I know the economy is in terrible shape right now. I know that many of us in this congregation are feeling the effects of the economic downturn — probably all of us are, to some extent. And that means that most of us are facing losses of one kind or another. Those of us with 401k retirement plans are watching those plans diminish daily. Those who are already retired may be watching retirement investments shrink. People are losing jobs, people are losing income. Many of us don’t have as much money, so we’re cutting back on spending. So it is easy to focus on what we no longer have.

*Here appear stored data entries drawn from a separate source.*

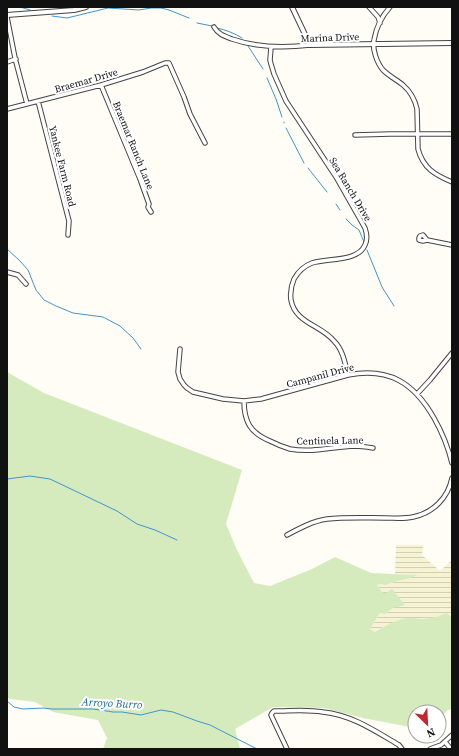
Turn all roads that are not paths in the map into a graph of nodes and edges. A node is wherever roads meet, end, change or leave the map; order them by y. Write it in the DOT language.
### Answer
graph roads {
  1 [pos="86,7"];
  2 [pos="292,7"];
  3 [pos="370,7"];
  4 [pos="390,7"];
  5 [pos="7,16"];
  6 [pos="380,22"];
  7 [pos="214,27"];
  8 [pos="452,43"];
  9 [pos="374,44"];
  10 [pos="310,45"];
  11 [pos="271,47"];
  12 [pos="16,59"];
  13 [pos="7,62"];
  14 [pos="102,85"];
  15 [pos="38,101"];
  16 [pos="27,104"];
  17 [pos="7,109"];
  18 [pos="418,134"];
  19 [pos="452,134"];
  20 [pos="355,135"];
  21 [pos="205,143"];
  22 [pos="452,182"];
  23 [pos="151,212"];
  24 [pos="68,235"];
  25 [pos="427,240"];
  26 [pos="452,245"];
  27 [pos="7,272"];
  28 [pos="26,284"];
  29 [pos="180,349"];
  30 [pos="452,353"];
  31 [pos="348,375"];
  32 [pos="417,394"];
  33 [pos="244,401"];
  34 [pos="373,448"];
  35 [pos="452,463"];
  36 [pos="452,478"];
  37 [pos="287,535"];
  38 [pos="441,744"];
  39 [pos="287,749"];
  40 [pos="402,749"];
  41 [pos="430,749"];
  1 -- 5 [label="street"];
  2 -- 10 [label="street"];
  3 -- 6 [label="street"];
  4 -- 6 [label="street"];
  5 -- 12 [label="street"];
  6 -- 9 [label="street"];
  7 -- 11 [label="street, Marina Drive"];
  8 -- 9 [label="street, Marina Drive"];
  9 -- 10 [label="street, Marina Drive"];
  9 -- 18 [label="street"];
  10 -- 11 [label="street, Marina Drive"];
  11 -- 31 [label="street, Sea Ranch Drive"];
  12 -- 13 [label="street"];
  12 -- 16 [label="street"];
  14 -- 15 [label="street, Braemar Drive"];
  14 -- 21 [label="street, Braemar Drive"];
  14 -- 23 [label="street, Braemar Ranch Lane"];
  15 -- 16 [label="street, Braemar Drive"];
  15 -- 24 [label="street, Yankee Farm Road"];
  16 -- 17 [label="street, Braemar Drive"];
  18 -- 19 [label="street"];
  18 -- 20 [label="street"];
  18 -- 22 [label="street"];
  25 -- 26 [label="street"];
  27 -- 28 [label="street"];
  29 -- 33 [label="street, Campanil Drive"];
  30 -- 32 [label="street"];
  31 -- 32 [label="street, Campanil Drive"];
  31 -- 33 [label="street, Campanil Drive"];
  32 -- 35 [label="street, Campanil Drive"];
  33 -- 34 [label="street, Centinela Lane"];
  36 -- 37 [label="street"];
  38 -- 41 [label="street"];
  39 -- 40 [label="street"];
}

But I suggest that the story about the five kernels of corn can help us to remember what we do have. First of all, we’re alive — whereas the Pilgrims watched half their number die in one year, and the Wampanoags watched ninety percent of their number die in one year. So we’re alive, and that’s worth something. Second, we generally have access to much better health care than did the Pilgrims or the Wampanoags. Even though health insurance is hopelessly expensive, even though the health care system is close to being broken, we’re not dying from scurvy, as did the Pilgrims, or from measles, as did Wampanoags. Third, even though we are seeing a growing divide between the super-rich and the rest of us, even though the rest of us may even be seeing our standard of living decline recently, even so we have a much higher standard of living than much of the world. Fourth, I enjoy a high degree of religious freedom, which is after all why the Pilgrims came to southeastern Massachusetts — for religious freedom.
I could go on, but you get the idea. We’re alive, we probably live twice as long as the Pilgrims did on average, we have a generally high standard of living, we have religious freedom. Yes, we should continue to improve the quality of our lives, but let’s also remember to give thanks for that which we already have.
Here’s what I’m going to do with my five kernels of corn. When I sit down to eat on Thanksgiving day, I’m going to take my five kernels of corn and put them beside my plate, and look at them for just a moment before I start eating. I have five kernels of corn, and I have four things to remember:
— Even though it might not be completely true, I’m going to remember the Pilgrim story of the five kernels of corn.
— I’m going to remember to give thanks that I am better off than the Pilgrims were during that first winter.
— I’m going to remember that I can give thanks by giving to others (and in the spirit of the Wampanoag Indians giving food to the Pilgrims, I’m also going put my Guest at Your Table box next to my plate, and remember to bring canned goods next Sunday for the food pantry box here in church).
— I’m going to remember to stop worrying so much about what I don’t have, and to give thanks for my religious freedom, my relatively high standard of living, and for just being alive.
That’s four things. What about that fifth and last kernel of corn? Do I even need to tell you that it will remind me to give thanks for the people around me? Just as the Pilgrims gave thanks for each other, and they gave thanks for the Wampanoag Indians — I want to remember to give thanks for all the people in my life who have helped me.
If you only remember one thing when you look at your five kernels of corn, remember this last thing — to give thanks for all the people in your life — to give thanks for the love each of us gives and receives.